_Stored items from a collection_.
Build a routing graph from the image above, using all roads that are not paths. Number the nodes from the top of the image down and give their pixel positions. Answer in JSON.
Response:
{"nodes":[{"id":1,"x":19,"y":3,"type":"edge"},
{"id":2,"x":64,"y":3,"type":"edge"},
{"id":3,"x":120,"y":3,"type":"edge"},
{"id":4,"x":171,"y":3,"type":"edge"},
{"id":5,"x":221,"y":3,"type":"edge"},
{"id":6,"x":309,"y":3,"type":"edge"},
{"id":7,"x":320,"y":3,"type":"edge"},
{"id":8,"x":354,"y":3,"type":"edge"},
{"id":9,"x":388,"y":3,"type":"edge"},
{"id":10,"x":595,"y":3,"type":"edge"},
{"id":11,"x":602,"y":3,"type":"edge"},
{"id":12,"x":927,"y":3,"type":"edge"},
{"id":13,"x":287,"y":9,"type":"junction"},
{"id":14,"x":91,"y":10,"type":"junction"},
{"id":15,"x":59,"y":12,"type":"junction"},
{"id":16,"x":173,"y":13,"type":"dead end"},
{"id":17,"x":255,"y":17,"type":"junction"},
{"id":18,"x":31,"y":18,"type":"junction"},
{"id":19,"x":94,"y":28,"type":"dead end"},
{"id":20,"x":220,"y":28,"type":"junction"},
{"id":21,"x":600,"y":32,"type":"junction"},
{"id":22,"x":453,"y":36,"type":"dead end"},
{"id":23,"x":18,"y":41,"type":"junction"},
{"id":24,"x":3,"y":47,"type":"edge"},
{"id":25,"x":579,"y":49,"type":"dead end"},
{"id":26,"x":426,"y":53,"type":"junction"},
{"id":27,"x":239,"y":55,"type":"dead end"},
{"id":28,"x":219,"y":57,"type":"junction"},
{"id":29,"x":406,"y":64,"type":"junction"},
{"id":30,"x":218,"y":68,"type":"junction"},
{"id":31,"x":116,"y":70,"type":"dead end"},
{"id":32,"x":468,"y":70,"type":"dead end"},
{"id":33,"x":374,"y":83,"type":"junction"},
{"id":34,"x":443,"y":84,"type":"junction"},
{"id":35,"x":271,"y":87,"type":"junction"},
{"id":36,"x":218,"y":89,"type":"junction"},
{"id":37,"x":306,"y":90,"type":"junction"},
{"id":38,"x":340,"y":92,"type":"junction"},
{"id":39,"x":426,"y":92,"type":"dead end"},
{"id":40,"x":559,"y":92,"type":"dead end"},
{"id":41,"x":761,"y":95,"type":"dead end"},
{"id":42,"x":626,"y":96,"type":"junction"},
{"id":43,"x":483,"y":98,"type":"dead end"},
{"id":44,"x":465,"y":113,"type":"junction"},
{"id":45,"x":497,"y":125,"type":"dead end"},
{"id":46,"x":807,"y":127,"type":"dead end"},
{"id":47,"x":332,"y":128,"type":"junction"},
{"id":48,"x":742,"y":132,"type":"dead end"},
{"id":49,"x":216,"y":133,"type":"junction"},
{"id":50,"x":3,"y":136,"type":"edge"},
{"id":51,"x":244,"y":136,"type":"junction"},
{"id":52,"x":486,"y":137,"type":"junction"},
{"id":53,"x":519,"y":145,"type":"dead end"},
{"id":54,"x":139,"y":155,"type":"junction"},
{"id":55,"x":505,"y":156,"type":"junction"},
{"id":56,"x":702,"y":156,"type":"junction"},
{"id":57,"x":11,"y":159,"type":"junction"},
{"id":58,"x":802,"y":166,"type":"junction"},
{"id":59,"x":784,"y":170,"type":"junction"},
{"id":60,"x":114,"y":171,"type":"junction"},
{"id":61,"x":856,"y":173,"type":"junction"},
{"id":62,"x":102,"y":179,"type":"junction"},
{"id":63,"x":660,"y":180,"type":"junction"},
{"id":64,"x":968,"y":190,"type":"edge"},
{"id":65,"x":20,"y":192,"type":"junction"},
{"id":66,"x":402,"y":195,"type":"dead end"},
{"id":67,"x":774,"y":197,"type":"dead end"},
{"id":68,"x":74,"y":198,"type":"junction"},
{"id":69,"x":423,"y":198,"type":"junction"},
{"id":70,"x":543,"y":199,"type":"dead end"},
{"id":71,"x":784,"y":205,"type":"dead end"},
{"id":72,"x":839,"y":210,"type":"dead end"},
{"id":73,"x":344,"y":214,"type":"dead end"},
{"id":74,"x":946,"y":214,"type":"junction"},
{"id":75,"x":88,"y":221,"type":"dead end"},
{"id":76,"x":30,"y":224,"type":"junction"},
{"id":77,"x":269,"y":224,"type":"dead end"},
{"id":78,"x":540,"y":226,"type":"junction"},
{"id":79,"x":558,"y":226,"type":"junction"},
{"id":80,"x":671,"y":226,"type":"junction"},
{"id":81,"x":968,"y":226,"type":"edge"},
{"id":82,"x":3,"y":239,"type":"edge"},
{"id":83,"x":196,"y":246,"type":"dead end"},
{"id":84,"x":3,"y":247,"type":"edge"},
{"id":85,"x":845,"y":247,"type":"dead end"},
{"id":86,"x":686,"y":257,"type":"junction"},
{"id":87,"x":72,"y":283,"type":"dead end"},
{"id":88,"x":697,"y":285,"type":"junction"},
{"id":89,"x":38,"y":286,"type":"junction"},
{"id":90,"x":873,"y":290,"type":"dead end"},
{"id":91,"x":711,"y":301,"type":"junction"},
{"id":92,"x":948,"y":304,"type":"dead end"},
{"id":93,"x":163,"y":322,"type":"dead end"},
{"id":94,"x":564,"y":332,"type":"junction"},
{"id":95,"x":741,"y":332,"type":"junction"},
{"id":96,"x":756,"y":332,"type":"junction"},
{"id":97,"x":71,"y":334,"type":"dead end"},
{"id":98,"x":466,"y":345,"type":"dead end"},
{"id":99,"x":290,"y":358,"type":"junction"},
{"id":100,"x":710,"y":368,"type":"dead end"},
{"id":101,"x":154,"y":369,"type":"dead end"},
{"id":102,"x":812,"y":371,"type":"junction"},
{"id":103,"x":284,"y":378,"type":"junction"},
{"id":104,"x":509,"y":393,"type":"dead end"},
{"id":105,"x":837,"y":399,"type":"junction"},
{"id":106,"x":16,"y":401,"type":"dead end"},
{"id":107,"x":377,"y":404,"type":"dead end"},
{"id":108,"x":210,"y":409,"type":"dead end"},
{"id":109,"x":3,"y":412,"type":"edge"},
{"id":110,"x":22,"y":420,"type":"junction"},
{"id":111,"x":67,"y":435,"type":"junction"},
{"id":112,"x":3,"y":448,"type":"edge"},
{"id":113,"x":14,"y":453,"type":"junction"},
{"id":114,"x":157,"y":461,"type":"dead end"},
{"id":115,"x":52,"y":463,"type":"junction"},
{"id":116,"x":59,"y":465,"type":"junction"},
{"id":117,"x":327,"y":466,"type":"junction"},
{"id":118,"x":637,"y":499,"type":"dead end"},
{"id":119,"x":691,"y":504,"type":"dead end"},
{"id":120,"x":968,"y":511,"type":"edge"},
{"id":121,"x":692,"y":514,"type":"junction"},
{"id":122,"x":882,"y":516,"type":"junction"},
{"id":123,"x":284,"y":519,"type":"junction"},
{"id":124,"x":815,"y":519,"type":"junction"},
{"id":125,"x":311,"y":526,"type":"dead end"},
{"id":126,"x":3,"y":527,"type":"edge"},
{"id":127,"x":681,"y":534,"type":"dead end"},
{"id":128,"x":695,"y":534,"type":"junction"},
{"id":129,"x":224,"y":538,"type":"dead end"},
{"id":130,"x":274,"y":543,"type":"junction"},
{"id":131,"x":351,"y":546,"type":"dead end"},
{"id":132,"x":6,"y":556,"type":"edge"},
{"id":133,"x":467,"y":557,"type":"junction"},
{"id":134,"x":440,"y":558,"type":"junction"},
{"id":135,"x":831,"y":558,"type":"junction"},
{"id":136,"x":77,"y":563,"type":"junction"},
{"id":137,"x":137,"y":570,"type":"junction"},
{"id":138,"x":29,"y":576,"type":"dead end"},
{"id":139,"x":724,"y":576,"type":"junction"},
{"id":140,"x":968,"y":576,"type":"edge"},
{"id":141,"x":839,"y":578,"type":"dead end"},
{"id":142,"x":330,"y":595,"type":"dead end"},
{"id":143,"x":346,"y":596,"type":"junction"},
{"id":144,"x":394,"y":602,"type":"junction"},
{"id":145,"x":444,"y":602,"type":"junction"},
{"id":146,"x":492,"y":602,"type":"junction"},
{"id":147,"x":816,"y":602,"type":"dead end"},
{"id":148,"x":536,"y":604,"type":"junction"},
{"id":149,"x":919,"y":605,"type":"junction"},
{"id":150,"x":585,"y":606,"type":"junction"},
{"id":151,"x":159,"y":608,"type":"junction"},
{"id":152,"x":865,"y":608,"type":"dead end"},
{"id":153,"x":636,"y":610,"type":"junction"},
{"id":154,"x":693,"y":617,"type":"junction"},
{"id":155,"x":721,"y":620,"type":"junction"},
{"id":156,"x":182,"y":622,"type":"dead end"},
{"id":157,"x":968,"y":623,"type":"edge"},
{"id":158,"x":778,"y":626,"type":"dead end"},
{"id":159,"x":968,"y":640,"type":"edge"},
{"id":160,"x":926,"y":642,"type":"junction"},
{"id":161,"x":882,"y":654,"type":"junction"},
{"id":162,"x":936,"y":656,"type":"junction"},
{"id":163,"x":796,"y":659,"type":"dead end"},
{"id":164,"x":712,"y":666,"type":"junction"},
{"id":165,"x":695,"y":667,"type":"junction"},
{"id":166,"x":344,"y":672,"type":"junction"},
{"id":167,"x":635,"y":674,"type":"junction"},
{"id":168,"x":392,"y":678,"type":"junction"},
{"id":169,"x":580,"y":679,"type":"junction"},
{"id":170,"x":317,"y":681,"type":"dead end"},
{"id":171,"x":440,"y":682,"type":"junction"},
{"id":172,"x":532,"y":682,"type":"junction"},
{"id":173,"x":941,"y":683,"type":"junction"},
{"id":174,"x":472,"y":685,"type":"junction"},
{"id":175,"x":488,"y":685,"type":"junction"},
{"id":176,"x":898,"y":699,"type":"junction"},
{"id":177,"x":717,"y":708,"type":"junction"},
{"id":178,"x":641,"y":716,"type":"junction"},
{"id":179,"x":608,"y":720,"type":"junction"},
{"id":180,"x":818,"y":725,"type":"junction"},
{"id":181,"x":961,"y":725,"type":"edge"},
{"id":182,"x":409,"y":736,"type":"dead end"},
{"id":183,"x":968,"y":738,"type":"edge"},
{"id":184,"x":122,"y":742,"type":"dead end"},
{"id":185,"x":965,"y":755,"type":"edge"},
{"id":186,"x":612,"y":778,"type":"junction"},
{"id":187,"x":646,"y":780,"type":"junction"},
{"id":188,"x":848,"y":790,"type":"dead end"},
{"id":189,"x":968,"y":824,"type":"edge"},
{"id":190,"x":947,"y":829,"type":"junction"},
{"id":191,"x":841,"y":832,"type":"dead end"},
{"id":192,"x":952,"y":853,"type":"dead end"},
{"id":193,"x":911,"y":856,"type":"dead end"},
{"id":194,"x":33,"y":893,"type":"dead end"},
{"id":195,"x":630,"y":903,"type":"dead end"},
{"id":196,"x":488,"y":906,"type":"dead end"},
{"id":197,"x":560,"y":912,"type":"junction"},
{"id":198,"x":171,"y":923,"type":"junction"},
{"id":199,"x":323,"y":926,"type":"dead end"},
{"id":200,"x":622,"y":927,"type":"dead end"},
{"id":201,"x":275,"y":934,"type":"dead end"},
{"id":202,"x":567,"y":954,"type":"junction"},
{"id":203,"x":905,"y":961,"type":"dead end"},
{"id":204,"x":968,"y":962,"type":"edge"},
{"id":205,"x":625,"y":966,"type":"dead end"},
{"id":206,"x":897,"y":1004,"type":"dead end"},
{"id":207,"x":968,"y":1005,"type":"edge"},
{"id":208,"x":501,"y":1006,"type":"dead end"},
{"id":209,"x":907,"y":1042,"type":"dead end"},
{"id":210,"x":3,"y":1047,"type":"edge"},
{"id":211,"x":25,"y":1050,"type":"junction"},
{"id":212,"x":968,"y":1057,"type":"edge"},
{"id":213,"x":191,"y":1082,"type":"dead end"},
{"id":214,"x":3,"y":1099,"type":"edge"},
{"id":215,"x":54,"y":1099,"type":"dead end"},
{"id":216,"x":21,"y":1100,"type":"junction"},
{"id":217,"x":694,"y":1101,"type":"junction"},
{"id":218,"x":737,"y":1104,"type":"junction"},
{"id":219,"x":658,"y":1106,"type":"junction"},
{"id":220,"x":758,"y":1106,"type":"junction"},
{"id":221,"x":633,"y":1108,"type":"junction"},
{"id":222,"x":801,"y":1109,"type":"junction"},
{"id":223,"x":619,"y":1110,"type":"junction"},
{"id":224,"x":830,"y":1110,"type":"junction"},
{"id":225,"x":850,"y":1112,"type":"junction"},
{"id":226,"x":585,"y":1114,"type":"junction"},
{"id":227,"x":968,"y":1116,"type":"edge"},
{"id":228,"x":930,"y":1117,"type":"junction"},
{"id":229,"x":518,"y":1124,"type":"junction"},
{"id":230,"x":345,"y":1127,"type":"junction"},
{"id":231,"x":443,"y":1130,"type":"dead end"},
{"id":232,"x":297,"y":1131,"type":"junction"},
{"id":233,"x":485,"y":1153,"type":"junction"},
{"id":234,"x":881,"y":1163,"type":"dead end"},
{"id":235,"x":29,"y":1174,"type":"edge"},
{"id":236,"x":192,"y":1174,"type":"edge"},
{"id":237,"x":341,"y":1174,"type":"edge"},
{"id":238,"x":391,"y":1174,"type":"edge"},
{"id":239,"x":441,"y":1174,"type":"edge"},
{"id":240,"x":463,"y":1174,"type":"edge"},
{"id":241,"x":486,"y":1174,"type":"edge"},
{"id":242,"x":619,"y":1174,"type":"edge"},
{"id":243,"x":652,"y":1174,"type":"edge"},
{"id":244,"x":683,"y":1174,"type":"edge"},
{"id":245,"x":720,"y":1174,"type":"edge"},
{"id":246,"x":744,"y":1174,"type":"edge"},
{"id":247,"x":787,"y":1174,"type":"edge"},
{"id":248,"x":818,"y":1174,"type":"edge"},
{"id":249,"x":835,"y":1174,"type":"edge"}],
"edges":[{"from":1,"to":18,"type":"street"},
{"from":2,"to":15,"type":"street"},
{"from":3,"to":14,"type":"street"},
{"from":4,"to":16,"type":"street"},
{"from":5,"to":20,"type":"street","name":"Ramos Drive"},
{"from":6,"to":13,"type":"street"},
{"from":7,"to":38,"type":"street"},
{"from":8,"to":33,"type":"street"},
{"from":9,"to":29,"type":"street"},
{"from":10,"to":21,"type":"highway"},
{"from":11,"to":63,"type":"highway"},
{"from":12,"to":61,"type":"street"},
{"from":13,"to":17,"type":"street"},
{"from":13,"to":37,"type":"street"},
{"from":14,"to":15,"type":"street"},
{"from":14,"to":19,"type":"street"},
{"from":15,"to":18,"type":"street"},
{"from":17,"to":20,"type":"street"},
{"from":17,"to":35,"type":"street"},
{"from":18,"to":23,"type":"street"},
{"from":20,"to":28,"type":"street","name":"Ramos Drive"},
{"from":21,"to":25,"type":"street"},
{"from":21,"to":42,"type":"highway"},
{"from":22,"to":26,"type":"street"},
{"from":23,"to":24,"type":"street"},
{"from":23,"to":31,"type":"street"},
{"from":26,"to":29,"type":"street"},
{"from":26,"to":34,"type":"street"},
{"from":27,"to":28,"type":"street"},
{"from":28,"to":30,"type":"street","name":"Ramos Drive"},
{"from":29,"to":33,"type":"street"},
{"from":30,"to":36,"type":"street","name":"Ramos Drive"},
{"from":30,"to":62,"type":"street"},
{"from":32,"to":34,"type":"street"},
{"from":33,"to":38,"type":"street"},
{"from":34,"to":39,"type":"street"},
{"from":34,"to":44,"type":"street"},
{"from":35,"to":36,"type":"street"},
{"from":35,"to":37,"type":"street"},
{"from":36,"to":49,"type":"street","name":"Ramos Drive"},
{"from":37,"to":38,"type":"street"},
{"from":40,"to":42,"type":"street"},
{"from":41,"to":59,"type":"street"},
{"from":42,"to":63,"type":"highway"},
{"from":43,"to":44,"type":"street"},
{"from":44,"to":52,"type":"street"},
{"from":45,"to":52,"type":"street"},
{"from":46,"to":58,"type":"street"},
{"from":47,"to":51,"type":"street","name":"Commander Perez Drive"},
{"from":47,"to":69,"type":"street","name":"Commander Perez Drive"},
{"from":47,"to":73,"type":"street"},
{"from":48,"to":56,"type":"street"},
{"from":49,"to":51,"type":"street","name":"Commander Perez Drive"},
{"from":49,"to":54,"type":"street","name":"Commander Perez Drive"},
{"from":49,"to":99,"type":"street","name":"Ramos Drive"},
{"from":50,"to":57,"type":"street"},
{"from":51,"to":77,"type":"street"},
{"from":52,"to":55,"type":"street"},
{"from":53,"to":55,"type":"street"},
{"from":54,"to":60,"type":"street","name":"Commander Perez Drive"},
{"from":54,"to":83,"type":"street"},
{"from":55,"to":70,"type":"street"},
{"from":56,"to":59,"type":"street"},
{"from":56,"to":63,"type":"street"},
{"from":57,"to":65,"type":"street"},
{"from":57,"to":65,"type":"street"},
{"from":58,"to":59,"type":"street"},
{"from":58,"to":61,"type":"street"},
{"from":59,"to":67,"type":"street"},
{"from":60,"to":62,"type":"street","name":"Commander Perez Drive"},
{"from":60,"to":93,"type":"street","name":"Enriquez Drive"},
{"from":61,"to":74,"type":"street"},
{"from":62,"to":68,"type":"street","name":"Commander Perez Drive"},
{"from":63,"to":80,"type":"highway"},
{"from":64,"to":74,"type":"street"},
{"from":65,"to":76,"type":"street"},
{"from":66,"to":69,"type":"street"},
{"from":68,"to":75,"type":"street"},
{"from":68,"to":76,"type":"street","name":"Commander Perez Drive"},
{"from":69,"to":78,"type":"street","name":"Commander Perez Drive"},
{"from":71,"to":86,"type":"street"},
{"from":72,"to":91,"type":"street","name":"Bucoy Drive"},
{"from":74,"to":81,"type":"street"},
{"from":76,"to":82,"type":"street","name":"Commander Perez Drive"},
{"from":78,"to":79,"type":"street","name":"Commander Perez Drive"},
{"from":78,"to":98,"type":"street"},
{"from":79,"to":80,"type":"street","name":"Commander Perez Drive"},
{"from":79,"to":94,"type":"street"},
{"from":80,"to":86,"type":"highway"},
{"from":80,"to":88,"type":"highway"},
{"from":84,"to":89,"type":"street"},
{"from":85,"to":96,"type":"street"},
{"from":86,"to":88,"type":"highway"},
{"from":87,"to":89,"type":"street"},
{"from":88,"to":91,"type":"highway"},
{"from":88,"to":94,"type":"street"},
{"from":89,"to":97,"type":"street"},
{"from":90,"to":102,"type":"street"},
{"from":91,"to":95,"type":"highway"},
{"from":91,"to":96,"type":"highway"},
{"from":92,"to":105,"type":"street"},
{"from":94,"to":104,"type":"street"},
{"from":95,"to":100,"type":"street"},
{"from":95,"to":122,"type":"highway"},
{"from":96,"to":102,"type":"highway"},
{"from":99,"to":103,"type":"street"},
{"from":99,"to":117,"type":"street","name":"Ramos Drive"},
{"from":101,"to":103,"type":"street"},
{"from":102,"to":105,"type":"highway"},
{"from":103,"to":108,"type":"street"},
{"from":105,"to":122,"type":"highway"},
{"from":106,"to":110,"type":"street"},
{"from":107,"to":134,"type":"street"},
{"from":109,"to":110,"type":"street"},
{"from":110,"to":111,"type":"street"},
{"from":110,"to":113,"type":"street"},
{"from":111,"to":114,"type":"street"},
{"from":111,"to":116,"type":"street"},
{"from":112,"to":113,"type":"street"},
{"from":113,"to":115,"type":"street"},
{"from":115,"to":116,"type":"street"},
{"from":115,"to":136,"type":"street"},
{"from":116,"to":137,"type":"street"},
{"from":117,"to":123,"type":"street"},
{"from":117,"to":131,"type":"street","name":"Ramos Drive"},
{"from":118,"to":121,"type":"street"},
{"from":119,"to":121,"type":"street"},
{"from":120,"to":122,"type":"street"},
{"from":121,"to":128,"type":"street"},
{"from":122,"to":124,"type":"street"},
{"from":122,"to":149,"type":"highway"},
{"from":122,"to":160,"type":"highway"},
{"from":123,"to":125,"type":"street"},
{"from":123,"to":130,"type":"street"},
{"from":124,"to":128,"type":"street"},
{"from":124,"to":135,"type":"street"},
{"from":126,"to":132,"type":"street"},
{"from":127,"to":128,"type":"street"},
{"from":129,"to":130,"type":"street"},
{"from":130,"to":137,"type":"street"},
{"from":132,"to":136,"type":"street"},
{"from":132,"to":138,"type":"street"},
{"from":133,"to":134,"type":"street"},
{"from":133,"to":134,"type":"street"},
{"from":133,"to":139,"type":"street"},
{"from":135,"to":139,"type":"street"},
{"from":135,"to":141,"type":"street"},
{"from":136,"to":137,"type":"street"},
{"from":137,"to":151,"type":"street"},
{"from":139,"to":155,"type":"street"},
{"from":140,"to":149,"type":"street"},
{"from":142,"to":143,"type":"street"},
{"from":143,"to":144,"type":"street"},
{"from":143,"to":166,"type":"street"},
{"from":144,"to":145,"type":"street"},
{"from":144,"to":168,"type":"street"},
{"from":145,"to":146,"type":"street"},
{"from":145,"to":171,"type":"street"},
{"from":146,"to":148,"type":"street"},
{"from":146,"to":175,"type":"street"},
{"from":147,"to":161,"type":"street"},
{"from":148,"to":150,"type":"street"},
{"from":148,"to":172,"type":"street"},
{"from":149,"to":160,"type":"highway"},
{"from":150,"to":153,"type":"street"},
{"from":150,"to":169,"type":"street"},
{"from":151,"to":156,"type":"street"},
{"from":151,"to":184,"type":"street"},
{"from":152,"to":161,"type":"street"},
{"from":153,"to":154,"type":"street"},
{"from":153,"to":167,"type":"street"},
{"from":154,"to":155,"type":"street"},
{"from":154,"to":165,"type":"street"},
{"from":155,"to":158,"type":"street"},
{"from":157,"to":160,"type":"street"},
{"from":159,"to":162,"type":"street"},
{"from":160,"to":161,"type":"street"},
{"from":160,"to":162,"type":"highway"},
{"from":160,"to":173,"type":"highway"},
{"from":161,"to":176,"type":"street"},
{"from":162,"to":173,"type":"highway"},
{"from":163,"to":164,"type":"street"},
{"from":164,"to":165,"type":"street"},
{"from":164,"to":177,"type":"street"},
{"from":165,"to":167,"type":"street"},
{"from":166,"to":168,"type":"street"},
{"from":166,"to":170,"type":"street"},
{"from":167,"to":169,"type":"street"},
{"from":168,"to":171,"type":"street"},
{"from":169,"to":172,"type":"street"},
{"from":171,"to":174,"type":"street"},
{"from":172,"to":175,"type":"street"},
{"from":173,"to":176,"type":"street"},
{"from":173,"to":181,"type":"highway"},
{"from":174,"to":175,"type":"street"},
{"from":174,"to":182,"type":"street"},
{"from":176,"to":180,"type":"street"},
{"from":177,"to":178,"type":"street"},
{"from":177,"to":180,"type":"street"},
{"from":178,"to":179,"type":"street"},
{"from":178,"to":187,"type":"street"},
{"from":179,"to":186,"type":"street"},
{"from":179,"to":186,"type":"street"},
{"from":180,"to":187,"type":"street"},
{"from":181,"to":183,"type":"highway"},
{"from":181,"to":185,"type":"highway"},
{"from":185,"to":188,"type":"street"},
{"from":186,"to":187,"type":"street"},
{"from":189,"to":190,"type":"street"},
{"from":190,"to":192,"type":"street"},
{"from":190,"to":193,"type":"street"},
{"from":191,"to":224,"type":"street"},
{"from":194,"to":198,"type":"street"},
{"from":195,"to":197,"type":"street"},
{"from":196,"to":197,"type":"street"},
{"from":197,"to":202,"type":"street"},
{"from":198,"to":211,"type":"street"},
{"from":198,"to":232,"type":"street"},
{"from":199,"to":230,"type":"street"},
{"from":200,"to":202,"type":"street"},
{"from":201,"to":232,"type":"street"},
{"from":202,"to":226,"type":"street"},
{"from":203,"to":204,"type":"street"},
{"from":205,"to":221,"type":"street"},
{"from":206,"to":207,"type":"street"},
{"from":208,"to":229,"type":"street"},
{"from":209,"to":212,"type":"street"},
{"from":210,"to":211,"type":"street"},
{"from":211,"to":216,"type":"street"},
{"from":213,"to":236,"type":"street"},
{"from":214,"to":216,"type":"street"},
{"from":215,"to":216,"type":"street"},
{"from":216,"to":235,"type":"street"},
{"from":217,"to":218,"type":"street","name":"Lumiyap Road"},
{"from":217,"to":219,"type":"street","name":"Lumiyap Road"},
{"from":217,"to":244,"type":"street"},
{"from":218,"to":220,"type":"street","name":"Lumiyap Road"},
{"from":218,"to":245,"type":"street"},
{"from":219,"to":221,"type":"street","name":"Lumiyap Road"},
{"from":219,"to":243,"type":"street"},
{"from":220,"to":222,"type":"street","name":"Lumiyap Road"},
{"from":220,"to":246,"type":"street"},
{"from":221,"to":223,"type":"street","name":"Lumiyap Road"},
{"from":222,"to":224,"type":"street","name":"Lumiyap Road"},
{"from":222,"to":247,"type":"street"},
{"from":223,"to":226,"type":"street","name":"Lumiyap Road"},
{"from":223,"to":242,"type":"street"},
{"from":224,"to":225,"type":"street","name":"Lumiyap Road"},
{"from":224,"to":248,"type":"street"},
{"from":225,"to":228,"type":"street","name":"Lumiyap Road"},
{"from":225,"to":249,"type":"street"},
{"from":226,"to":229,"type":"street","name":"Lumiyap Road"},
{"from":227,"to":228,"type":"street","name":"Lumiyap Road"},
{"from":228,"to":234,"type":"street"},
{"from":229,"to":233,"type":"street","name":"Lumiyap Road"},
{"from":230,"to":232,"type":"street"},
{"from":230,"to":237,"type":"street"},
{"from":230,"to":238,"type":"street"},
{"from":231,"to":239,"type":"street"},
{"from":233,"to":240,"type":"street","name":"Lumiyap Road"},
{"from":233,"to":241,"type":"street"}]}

_WHAT THE TASK ASKS_. The answer must be every line of the records that contains the word "nodes".

_ANSWER TO THE PROBLEM_.
Build a routing graph from the image above, using all roads that are not paths. Number the nodes from the top of the image down and give their pixel positions. Answer in JSON.
{"nodes":[{"id":1,"x":19,"y":3,"type":"edge"},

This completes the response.